+ Linklater and Schlosser have generally done a good job in
creating a storyline that doesn’t simply feel like a documentary in disguise.
It helps that some of the juiciest morsels of information are delivered by the
likes of Kris Kristofferson and Bruce Willis, colorful in small parts. Sylvia
is played by Maria Full of Grace’s Catalina Sandino Moreno, and TV
actress Ashley Johnson seems natural as high-school student Amber. Without
seeming too heavy-handed, or using one-dimensional characters, Linklater shows
how both people and animals become commodities in the same system.
- Don, the corporate
guy, disappears from the movie for about an hour, right when his story gets
interesting. You can surmise what happens in the meantime, but probably another
few minutes, or different editing, would have balanced things out.
= ***1/4 It didn’t
bother me that the characters in the three storylines barely intersect, because
that’s part of the point, but it’s something some people probably won’t like.

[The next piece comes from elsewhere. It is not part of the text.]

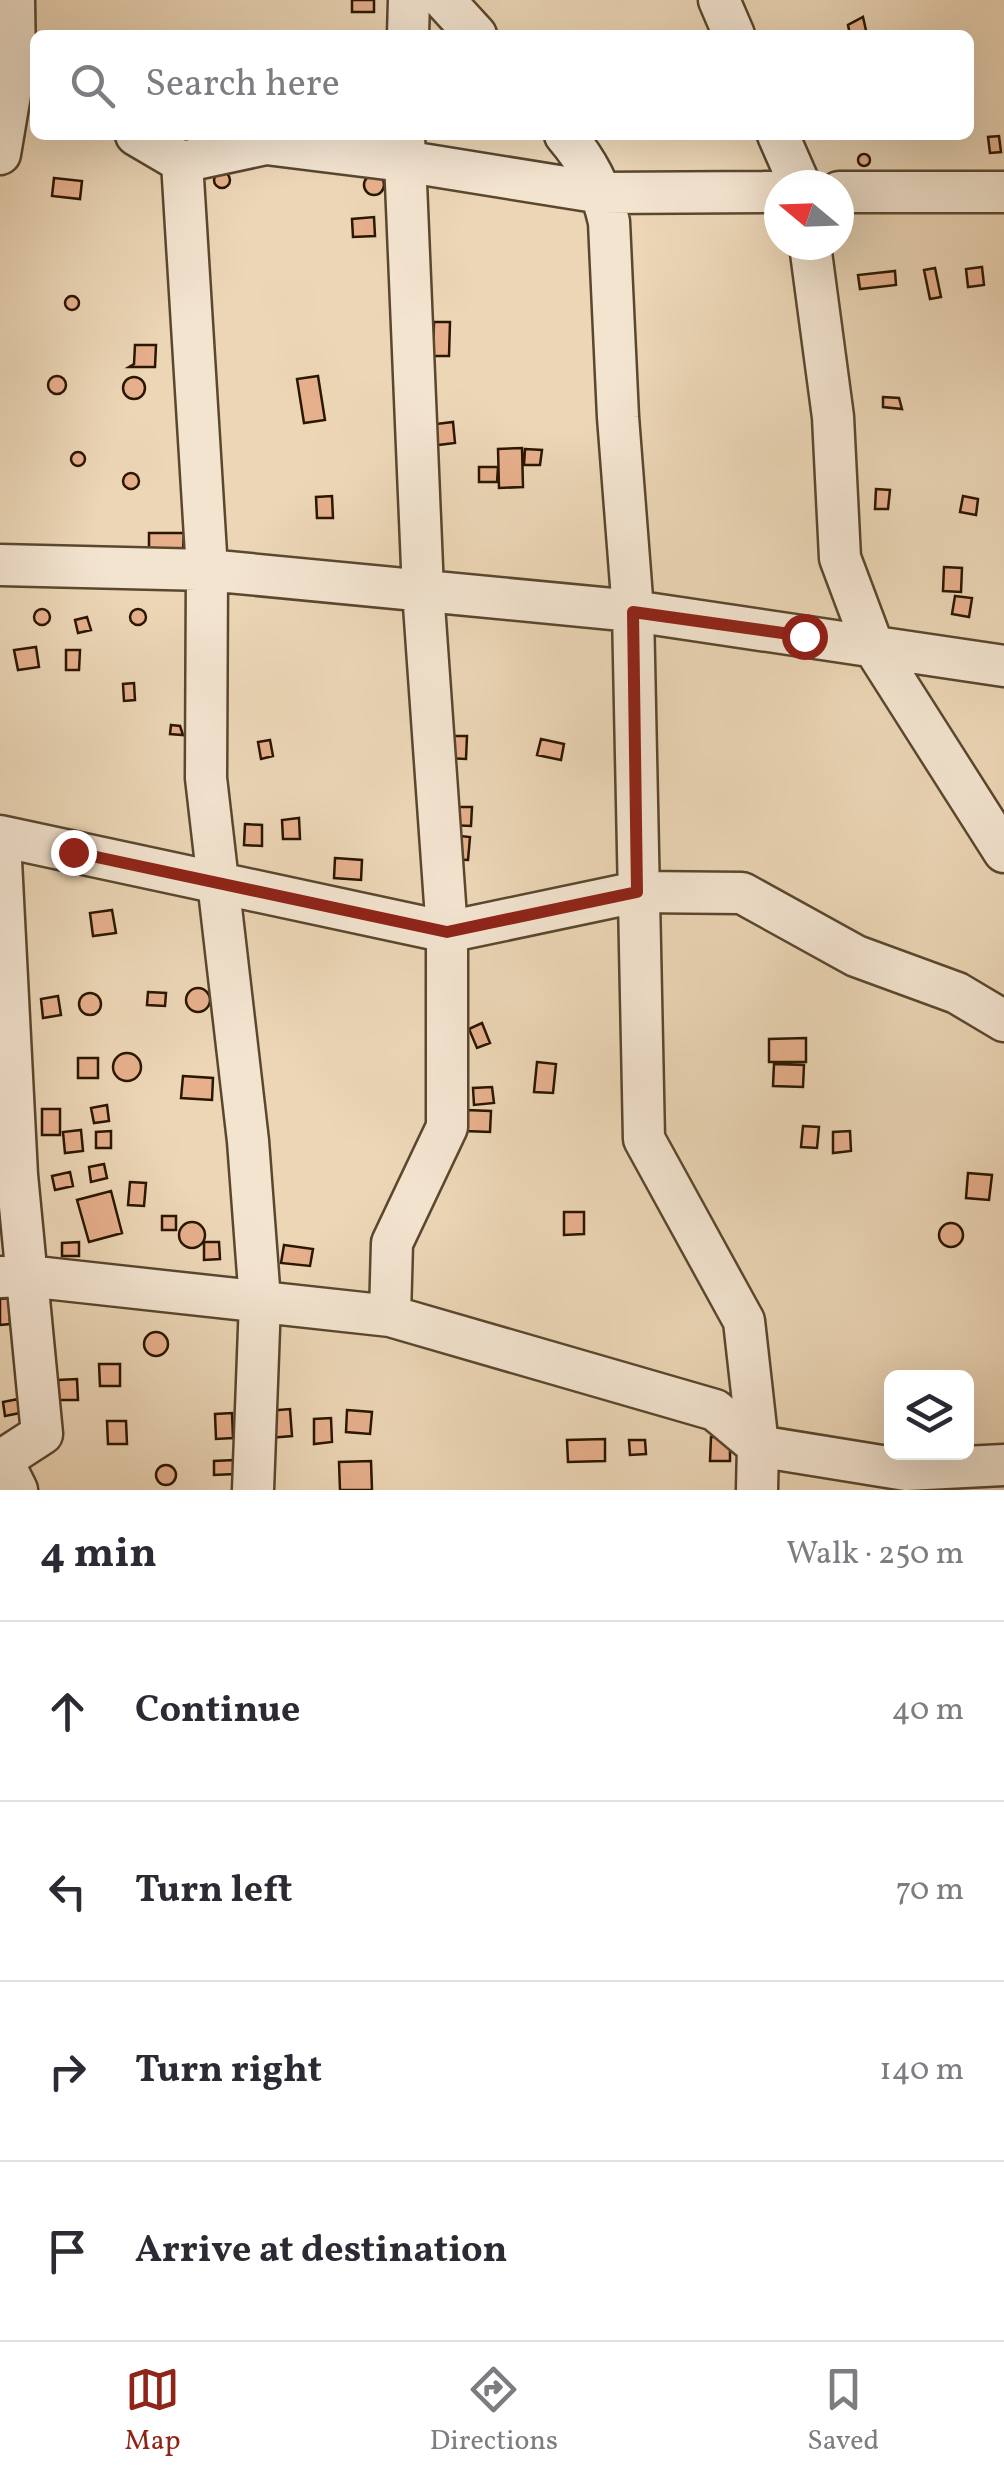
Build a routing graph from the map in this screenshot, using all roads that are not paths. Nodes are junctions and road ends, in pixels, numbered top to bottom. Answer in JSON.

Nor are tidy endings and sunny optimism to be found here. (There is occasional
humor.) The characters in Fast Food Nation each have to deal with facts
that it would be easier to ignore. A lot of people probably won’t want to watch
this movie for the same reason, but anyone who’s ever eaten beef that comes
from a commercial meat packing plant should watch at least the last ten
minutes, a brief but unpleasant tour of the “killing floor,” filmed in a real
meat-packing plant, that shows what it takes to turn massive numbers of cows
into pieces of meat. This is the flip side of Super Size Me, which
looked at a key element mostly missing from the movie’s recipe, the consumer.
But anyone who pays attention will supply that ingredient himself.